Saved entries
----------------------------------------

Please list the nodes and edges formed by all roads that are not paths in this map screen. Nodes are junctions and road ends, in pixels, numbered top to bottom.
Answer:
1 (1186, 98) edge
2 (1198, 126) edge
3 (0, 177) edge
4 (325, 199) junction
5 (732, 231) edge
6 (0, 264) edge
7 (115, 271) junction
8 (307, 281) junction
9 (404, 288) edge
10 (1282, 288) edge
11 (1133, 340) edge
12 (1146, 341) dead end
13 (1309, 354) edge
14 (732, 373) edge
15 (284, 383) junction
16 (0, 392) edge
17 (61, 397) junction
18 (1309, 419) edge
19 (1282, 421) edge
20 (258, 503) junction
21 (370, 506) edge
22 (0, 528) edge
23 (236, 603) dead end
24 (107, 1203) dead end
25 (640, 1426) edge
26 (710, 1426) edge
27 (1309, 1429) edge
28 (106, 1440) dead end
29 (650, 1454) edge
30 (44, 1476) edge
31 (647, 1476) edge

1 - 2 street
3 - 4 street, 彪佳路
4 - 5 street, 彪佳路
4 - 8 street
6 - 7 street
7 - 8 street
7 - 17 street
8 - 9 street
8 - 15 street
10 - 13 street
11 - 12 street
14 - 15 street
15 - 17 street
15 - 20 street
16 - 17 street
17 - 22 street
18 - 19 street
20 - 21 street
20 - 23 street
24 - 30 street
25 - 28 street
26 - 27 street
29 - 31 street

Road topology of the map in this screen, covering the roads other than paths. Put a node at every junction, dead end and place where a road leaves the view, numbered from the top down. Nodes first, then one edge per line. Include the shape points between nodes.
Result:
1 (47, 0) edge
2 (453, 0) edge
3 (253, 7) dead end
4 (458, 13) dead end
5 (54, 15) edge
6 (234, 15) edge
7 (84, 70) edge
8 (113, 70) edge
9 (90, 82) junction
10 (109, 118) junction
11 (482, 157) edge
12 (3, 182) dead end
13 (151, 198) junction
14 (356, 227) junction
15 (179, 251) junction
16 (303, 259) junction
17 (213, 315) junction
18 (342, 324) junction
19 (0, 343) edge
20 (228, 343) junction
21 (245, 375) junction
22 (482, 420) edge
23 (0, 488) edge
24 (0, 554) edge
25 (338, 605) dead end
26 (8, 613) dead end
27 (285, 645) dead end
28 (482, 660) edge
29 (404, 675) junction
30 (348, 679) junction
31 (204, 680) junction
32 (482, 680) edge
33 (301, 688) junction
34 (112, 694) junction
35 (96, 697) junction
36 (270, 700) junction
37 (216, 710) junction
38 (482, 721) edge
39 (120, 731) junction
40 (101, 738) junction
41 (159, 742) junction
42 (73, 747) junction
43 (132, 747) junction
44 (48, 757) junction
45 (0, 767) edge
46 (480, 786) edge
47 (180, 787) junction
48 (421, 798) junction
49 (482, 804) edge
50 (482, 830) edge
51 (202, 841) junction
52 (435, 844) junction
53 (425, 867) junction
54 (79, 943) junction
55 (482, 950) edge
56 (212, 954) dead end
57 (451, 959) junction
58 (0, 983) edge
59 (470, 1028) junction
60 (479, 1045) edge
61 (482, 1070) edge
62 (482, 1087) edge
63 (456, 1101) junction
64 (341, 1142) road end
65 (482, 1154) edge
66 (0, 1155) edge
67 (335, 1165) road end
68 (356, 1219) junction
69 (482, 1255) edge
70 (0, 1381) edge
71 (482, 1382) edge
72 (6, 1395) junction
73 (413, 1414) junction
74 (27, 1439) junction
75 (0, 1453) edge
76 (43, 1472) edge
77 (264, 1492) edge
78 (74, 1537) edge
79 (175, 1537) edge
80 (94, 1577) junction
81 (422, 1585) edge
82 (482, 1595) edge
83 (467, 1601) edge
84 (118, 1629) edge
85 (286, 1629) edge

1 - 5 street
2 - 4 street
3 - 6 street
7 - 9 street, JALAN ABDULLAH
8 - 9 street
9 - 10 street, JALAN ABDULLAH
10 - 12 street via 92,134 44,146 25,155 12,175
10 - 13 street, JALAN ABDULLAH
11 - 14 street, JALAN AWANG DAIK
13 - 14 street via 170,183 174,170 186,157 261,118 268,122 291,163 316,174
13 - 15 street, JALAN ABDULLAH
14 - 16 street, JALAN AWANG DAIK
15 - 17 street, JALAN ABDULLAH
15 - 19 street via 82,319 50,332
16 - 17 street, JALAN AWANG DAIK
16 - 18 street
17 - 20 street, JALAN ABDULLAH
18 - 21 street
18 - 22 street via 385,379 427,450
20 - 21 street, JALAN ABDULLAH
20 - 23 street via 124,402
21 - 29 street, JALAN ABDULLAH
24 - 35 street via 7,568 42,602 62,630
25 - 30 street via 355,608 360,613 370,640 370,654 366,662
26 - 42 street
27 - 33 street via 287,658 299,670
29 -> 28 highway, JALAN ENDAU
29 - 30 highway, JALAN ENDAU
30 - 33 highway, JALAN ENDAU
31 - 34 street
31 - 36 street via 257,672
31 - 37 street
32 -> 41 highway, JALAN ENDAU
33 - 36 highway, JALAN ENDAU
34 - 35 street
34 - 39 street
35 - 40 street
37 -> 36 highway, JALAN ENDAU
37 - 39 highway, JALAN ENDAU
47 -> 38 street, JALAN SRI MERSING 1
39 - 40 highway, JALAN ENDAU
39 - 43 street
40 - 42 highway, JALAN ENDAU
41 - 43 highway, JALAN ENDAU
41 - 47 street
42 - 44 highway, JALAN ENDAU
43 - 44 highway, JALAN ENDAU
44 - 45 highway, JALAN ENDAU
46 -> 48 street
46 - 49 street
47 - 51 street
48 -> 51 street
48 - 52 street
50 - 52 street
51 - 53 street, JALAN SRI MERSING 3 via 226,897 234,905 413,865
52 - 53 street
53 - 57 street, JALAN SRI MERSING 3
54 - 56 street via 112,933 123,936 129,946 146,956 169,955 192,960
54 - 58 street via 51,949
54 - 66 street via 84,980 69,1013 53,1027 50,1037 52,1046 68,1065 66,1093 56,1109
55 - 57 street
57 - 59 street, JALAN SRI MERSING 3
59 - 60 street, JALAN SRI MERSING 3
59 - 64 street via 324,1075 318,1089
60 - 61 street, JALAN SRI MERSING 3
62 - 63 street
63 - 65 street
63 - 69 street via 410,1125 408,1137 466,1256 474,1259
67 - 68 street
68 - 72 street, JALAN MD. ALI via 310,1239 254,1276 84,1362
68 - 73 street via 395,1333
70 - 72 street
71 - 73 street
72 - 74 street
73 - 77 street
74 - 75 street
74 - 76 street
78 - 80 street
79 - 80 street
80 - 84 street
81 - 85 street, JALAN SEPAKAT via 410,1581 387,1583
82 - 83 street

----------------------------------------

TRY IT:
Every line in the data above that contains "this" needs to be copied.

TASK RESULT:
Please list the nodes and edges formed by all roads that are not paths in this map screen. Nodes are junctions and road ends, in pixels, numbered top to bottom.
Road topology of the map in this screen, covering the roads other than paths. Put a node at every junction, dead end and place where a road leaves the view, numbered from the top down. Nodes first, then one edge per line. Include the shape points between nodes.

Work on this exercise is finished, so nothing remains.